Cupellation: the lead bullets are placed in porous crucibles (cupels) of bone ash or magnesium oxide and heated in air to about 1,000 °C. This is usually carried out in a 'muffle' furnace, containing a refractory muffle (usually nitride-bonded silicon carbide) heated externally by silicon carbide heating elements. A flow of air through the muffle assists oxidation of the lead, and carries the fumes for safe collection outside the furnace unit. The lead melts and oxidises to lead oxide, which in turn melts and is drawn into the pores of the cupel by capillary attraction. The precious metals remain in the base of the cupel as a 'prill' which is sent for final analysis of precious metal content.

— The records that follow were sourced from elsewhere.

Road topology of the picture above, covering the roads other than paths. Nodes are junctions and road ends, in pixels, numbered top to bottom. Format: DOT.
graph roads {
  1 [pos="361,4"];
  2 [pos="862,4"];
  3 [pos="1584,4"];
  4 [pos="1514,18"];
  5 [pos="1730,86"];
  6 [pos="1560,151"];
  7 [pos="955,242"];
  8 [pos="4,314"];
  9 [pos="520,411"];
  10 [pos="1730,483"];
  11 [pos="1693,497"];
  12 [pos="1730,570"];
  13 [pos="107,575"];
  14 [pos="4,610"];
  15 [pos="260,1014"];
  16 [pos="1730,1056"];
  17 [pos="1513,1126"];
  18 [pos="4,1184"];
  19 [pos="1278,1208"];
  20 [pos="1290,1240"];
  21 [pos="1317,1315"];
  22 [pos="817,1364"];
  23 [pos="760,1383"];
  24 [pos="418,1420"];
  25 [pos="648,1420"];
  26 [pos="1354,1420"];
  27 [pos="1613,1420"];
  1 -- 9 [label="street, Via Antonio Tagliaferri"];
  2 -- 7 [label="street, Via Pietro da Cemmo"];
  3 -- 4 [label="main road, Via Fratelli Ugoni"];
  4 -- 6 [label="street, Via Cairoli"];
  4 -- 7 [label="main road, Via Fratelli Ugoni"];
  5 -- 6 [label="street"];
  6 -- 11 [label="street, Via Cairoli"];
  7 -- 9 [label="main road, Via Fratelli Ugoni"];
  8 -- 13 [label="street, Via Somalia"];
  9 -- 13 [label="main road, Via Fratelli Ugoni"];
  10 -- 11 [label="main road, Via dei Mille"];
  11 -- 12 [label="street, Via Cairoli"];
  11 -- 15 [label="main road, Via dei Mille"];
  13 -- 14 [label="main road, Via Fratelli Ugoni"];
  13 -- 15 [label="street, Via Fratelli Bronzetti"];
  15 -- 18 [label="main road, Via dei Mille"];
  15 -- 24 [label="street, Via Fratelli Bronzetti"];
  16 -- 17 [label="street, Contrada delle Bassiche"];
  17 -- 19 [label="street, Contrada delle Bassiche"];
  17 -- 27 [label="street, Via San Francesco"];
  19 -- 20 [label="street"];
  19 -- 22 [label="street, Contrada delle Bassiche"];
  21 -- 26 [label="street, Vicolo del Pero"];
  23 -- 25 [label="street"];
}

In the bullion fire assay process, a sample from the article is wrapped in a lead foil with copper and silver. The wrapped sample, along with prepared control samples, heated at 1,650 °F (or 898.9 °C; temperature varies with exact method) in a cupel made of compressed bone ash or magnesium oxide powder. Base metals oxidize and absorb into the cupel. The product of this cupellation (doré) is flattened and treated in nitric acid to remove silver. Precision weighing of metal content of samples and process controls (proofs) at each process stage is the basis of the extreme method precision. European assayers follow bullion traditions based in hallmarking regulations. Reputable North American bullion assayers conform closely to ASTM E1335, the ASTM standard test method for determining gold in bullion by fire assay cupellation analysis. Only bullion methods validated and traceable to accepted international standards obtain genuine accuracies of 1 part in 10,000.

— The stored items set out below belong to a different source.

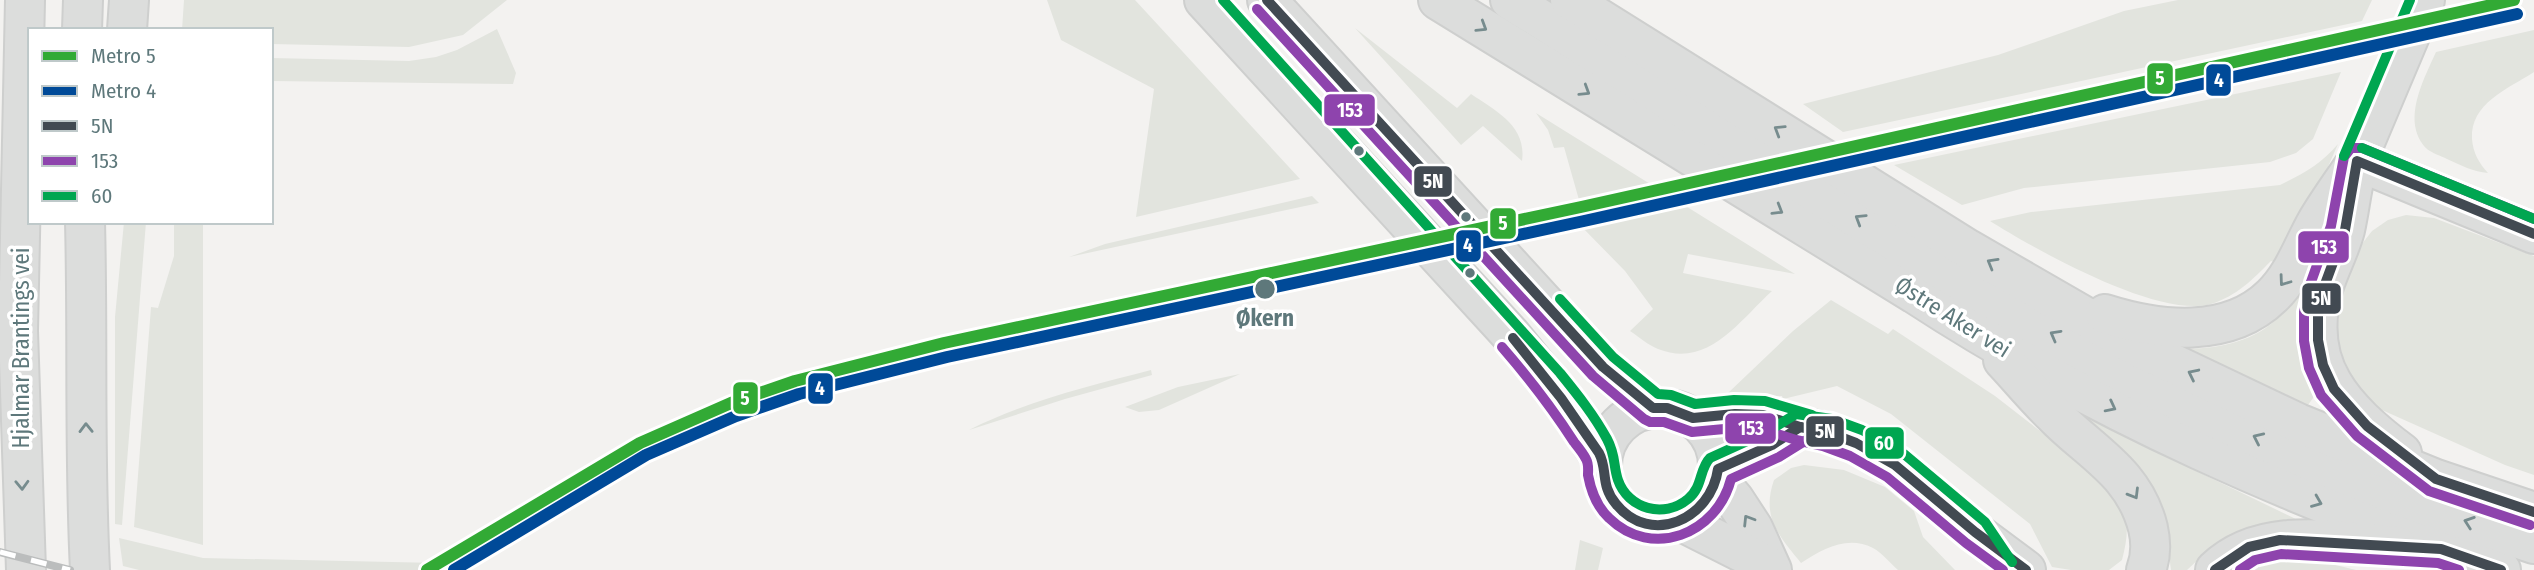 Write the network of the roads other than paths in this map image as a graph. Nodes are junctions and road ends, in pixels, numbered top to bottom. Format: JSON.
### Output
{"nodes":[{"id":1,"x":25,"y":0,"type":"edge"},
{"id":2,"x":83,"y":0,"type":"edge"},
{"id":3,"x":129,"y":0,"type":"edge"},
{"id":4,"x":1204,"y":0,"type":"edge"},
{"id":5,"x":1267,"y":0,"type":"edge"},
{"id":6,"x":1438,"y":0,"type":"edge"},
{"id":7,"x":1510,"y":0,"type":"edge"},
{"id":8,"x":1570,"y":0,"type":"edge"},
{"id":9,"x":2425,"y":0,"type":"edge"},
{"id":10,"x":82,"y":28,"type":"edge"},
{"id":11,"x":127,"y":28,"type":"edge"},
{"id":12,"x":2357,"y":160,"type":"junction"},
{"id":13,"x":85,"y":224,"type":"edge"},
{"id":14,"x":99,"y":224,"type":"edge"},
{"id":15,"x":2534,"y":234,"type":"edge"},
{"id":16,"x":87,"y":294,"type":"junction"},
{"id":17,"x":2052,"y":298,"type":"junction"},
{"id":18,"x":1986,"y":340,"type":"junction"},
{"id":19,"x":1653,"y":408,"type":"junction"},
{"id":20,"x":1693,"y":418,"type":"junction"},
{"id":21,"x":1800,"y":427,"type":"junction"},
{"id":22,"x":1602,"y":459,"type":"junction"},
{"id":23,"x":1718,"y":474,"type":"junction"},
{"id":24,"x":2436,"y":479,"type":"junction"},
{"id":25,"x":2534,"y":512,"type":"edge"},
{"id":26,"x":1680,"y":521,"type":"junction"},
{"id":27,"x":1975,"y":532,"type":"junction"},
{"id":28,"x":2534,"y":544,"type":"edge"},
{"id":29,"x":2441,"y":550,"type":"junction"},
{"id":30,"x":1770,"y":568,"type":"edge"},
{"id":31,"x":26,"y":570,"type":"edge"},
{"id":32,"x":90,"y":570,"type":"edge"},
{"id":33,"x":2000,"y":570,"type":"edge"},
{"id":34,"x":2025,"y":570,"type":"edge"},
{"id":35,"x":2146,"y":570,"type":"edge"},
{"id":36,"x":2216,"y":570,"type":"edge"},
{"id":37,"x":2501,"y":570,"type":"edge"}],
"edges":[{"from":1,"to":31,"type":"main road","name":"Hjalmar Brantings vei","one_way":true},
{"from":2,"to":10,"type":"main road"},
{"from":3,"to":11,"type":"main road"},
{"from":4,"to":22,"type":"main road"},
{"from":5,"to":19,"type":"main road"},
{"from":6,"to":18,"type":"main road","name":"Østre Aker vei","one_way":true},
{"from":28,"to":7,"type":"main road","name":"Østre Aker vei","one_way":true},
{"from":17,"to":8,"type":"main road","one_way":true},
{"from":9,"to":12,"type":"main road"},
{"from":12,"to":15,"type":"main road"},
{"from":12,"to":17,"type":"main road","one_way":true},
{"from":12,"to":24,"type":"main road"},
{"from":13,"to":16,"type":"main road"},
{"from":14,"to":16,"type":"main road"},
{"from":32,"to":16,"type":"main road","one_way":true},
{"from":24,"to":17,"type":"main road","one_way":true},
{"from":18,"to":29,"type":"main road","name":"Østre Aker vei","one_way":true},
{"from":18,"to":35,"type":"main road","one_way":true},
{"from":19,"to":20,"type":"main road"},
{"from":19,"to":22,"type":"main road"},
{"from":20,"to":21,"type":"main road"},
{"from":20,"to":23,"type":"main road"},
{"from":21,"to":23,"type":"main road"},
{"from":21,"to":27,"type":"main road"},
{"from":22,"to":26,"type":"main road"},
{"from":23,"to":26,"type":"main road"},
{"from":30,"to":23,"type":"main road","one_way":true},
{"from":24,"to":25,"type":"main road"},
{"from":26,"to":30,"type":"main road"},
{"from":27,"to":33,"type":"main road"},
{"from":27,"to":34,"type":"main road"},
{"from":29,"to":36,"type":"main road"},
{"from":29,"to":37,"type":"main road","name":"Østre Aker vei"}]}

Cupellation alone can only remove a limited quantity of impurities from a sample. Fire assay, as applied to ores, concentrates, or less pure metals, adds a fusion or scorification step before cupellation.

== Coins ==

A coin assayer is often assigned to each mint or assay office to determine and assure that all coins produced at the mint have the correct content or purity of each metal specified, usually by law, to be contained in them. This was particularly important when gold and silver coins were produced for circulation and used in daily commerce. Few nations, however, persist in minting silver or gold coins for general circulation. For example, the U.S. discontinued the use of gold in coinage in 1933. The U.S. was one of the last nations to discontinue the use of silver in circulating coins after its 1970 A.D. half dollar coin, although the amount of silver used in smaller denomination coins was ended after 1964. Even with the half dollar, the amount of silver used in the coins was reduced from 90% in 1964 and earlier to 40% between 1965 and 1970. Copper, nickel, cupro-nickel and brass alloys now predominate in coin making. Notwithstanding, several national mints, including the Perth Mint in Australia, the Austrian Mint, the British Royal Mint, the Royal Canadian Mint, the South African Mint, and the U.S. Mint continue to produce precious metal bullion coins for collectors and investors. The precious metal purity and content of these coins is guaranteed by the respective mint or government, and, therefore, the assay of the raw materials and finished coins is an important quality control.

In the UK, the Trial of the Pyx is a ceremonial procedure for ensuring that newly minted coins conform to required standards.